- **INSTRUCTIONS TO FOLLOW**: The answer must consist of every line from the entries that holds the word "South".

[Start of Attachment]

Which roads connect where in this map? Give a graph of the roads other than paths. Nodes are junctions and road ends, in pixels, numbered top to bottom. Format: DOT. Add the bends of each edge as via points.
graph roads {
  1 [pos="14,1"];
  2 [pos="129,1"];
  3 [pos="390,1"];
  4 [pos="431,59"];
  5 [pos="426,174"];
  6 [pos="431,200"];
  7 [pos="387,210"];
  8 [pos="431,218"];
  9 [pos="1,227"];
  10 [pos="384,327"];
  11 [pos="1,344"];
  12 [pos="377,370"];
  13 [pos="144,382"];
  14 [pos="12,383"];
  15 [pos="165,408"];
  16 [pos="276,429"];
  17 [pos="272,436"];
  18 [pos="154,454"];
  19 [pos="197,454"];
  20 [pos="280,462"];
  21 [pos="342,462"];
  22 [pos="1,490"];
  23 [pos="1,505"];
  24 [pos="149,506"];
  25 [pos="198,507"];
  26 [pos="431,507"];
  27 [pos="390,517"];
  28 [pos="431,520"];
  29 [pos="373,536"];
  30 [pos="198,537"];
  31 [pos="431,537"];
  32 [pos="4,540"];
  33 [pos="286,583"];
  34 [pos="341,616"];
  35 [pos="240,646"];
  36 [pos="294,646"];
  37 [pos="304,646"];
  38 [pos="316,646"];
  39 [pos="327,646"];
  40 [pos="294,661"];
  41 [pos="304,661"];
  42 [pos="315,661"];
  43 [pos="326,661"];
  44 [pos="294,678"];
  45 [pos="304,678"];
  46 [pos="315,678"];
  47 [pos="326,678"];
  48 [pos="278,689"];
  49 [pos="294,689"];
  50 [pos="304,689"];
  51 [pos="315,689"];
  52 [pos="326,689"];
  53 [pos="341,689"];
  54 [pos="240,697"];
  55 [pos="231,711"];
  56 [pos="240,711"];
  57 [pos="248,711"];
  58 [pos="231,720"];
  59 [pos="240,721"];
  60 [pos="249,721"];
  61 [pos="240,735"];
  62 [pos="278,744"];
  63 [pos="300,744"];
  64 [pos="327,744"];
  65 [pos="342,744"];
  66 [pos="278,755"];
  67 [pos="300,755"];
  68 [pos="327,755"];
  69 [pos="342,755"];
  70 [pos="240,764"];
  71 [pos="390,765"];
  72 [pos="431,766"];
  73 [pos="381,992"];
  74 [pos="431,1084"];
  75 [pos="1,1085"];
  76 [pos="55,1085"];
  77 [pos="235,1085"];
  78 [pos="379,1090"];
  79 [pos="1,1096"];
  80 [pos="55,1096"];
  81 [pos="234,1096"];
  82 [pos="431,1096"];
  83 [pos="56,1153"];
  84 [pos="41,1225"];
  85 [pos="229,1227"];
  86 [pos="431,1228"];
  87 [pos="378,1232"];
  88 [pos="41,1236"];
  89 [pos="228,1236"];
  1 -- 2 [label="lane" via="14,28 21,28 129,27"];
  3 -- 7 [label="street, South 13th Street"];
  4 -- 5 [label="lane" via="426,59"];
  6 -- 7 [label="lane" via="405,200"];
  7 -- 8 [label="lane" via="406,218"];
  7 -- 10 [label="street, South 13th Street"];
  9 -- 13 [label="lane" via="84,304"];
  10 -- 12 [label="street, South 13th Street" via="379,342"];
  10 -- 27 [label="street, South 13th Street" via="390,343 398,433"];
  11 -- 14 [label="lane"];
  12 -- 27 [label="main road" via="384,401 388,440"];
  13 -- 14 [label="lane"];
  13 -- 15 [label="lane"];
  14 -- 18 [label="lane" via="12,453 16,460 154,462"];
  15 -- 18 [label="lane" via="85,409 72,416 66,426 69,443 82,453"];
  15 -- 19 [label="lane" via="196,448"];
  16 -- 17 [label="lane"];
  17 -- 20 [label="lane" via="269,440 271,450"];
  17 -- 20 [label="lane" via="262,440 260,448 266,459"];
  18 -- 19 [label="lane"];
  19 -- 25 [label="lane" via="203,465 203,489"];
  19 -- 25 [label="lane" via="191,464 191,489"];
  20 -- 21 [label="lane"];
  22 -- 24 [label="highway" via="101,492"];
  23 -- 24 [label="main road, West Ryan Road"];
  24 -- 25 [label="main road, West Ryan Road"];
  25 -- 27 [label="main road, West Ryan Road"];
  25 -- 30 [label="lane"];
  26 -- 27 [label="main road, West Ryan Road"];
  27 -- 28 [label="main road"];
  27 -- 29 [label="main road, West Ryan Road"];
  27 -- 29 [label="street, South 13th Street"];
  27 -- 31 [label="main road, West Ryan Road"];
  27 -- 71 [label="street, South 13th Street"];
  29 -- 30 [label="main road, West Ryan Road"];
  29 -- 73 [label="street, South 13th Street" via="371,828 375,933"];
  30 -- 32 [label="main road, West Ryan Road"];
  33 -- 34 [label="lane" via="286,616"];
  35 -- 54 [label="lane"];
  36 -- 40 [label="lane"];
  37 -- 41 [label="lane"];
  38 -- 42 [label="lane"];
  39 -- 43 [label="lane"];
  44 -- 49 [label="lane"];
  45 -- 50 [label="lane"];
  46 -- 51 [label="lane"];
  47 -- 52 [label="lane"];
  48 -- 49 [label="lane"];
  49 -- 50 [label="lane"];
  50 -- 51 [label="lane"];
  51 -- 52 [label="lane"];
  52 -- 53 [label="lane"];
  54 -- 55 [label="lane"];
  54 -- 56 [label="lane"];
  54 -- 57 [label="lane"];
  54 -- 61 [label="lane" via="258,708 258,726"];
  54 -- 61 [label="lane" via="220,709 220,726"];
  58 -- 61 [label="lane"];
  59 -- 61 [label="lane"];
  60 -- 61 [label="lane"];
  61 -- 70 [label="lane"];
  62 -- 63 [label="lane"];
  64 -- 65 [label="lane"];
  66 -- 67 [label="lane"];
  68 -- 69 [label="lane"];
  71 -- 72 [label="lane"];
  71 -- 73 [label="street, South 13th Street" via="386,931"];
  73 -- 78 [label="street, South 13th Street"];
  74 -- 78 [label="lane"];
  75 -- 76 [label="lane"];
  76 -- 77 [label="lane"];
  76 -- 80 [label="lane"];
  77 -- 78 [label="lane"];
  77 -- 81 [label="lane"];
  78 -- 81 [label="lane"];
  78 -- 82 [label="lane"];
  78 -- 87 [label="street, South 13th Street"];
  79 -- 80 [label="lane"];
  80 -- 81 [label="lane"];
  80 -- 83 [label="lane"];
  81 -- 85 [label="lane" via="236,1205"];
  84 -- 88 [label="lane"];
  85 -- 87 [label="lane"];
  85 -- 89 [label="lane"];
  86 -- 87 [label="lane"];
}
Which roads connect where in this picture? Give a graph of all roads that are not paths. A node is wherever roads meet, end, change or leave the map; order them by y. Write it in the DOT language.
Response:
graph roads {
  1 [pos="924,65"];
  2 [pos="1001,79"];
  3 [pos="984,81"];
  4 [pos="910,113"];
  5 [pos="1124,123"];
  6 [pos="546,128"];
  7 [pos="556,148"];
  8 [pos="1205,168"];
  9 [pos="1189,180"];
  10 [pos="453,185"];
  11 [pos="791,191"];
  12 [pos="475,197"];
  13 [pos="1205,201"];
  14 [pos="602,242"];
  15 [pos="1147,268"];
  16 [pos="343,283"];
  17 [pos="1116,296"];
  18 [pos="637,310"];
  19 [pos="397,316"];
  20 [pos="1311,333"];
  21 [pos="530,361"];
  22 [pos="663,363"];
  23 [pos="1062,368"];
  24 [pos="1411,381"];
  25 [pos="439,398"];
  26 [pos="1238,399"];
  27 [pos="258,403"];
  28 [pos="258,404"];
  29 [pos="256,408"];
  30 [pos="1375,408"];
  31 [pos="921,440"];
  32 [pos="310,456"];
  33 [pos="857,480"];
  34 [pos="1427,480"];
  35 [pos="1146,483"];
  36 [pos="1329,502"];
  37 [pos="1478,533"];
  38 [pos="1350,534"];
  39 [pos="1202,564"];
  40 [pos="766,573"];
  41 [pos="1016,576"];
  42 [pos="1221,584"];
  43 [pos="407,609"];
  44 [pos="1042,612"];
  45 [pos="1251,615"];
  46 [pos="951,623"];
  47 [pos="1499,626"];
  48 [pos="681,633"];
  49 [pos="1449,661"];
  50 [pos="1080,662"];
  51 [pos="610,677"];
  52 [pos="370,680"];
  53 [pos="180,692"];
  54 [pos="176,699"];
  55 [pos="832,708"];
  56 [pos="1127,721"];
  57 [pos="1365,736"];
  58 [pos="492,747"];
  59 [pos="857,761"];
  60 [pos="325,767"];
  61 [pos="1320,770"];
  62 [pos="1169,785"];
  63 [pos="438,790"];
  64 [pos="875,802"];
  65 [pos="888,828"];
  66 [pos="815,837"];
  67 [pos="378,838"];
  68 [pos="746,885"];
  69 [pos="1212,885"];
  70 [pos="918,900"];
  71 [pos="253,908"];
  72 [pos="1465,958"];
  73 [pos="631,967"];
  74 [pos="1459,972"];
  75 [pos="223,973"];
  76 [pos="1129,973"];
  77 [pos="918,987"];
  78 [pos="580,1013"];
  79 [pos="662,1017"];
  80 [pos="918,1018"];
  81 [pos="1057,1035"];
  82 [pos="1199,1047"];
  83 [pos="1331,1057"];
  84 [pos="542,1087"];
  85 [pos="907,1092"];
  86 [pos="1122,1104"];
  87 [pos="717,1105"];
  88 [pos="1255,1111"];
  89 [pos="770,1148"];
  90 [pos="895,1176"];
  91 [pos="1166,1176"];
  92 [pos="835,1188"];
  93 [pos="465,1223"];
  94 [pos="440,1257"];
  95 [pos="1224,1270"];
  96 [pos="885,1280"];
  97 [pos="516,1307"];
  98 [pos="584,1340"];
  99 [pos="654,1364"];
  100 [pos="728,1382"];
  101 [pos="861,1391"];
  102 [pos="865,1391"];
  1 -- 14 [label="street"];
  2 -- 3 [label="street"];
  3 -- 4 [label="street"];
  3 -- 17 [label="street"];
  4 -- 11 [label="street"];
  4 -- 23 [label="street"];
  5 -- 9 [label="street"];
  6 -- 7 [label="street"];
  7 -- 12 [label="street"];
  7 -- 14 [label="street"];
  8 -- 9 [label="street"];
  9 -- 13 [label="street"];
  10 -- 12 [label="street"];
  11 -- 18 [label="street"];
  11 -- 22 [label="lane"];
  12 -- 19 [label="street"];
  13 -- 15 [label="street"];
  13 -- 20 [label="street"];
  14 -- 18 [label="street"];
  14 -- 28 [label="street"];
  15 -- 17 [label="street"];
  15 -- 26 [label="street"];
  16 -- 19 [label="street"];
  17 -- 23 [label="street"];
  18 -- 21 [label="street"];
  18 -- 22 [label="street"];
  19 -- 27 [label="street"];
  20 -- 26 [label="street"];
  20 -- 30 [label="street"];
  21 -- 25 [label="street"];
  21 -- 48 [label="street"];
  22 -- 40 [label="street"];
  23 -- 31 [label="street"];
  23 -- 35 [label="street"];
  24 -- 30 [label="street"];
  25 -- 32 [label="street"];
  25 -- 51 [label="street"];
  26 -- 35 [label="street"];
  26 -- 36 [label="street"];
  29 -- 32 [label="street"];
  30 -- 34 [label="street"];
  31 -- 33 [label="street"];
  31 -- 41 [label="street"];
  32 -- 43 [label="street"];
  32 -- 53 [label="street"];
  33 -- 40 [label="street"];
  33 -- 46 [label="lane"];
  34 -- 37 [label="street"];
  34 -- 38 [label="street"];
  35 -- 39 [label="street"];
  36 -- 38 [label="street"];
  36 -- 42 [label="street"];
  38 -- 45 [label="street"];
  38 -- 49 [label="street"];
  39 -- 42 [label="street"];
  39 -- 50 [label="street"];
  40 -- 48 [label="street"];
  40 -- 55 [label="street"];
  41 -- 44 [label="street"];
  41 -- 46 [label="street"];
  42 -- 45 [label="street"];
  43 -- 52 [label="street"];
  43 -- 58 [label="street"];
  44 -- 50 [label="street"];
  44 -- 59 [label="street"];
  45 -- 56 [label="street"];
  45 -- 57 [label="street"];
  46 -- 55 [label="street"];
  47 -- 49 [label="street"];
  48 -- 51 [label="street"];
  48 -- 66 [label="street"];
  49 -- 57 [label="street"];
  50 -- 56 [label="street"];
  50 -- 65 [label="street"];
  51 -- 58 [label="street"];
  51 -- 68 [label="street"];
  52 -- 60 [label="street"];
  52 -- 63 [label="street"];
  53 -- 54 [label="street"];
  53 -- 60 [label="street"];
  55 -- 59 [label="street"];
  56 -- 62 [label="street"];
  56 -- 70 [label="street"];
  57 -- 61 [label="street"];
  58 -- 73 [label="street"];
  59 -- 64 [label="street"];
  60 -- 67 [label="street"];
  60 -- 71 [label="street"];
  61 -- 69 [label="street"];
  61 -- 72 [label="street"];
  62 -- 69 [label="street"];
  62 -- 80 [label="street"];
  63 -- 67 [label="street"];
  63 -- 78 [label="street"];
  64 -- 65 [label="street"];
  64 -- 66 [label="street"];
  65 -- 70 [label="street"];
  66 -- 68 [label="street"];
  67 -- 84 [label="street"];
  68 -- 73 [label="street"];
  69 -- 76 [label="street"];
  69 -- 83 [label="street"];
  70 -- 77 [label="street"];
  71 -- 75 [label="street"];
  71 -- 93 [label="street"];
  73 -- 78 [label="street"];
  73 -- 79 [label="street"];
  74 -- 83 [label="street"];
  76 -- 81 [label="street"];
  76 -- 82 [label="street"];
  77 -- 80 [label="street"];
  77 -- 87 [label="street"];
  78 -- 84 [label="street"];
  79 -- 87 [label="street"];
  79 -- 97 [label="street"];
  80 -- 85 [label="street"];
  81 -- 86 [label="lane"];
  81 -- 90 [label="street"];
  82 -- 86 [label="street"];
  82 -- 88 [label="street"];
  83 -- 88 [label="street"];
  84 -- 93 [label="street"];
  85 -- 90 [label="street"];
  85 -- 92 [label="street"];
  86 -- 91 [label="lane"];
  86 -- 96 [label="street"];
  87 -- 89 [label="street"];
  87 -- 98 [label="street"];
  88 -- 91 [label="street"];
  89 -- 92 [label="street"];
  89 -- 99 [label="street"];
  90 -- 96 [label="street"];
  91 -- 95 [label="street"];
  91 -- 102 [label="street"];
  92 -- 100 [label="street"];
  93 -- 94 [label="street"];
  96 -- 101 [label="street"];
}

[End of Attachment]

- **ANSWER BOX**:
  3 -- 7 [label="street, South 13th Street"];
  7 -- 10 [label="street, South 13th Street"];
  10 -- 12 [label="street, South 13th Street" via="379,342"];
  10 -- 27 [label="street, South 13th Street" via="390,343 398,433"];
  27 -- 29 [label="street, South 13th Street"];
  27 -- 71 [label="street, South 13th Street"];
  29 -- 73 [label="street, South 13th Street" via="371,828 375,933"];
  71 -- 73 [label="street, South 13th Street" via="386,931"];
  73 -- 78 [label="street, South 13th Street"];
  78 -- 87 [label="street, South 13th Street"];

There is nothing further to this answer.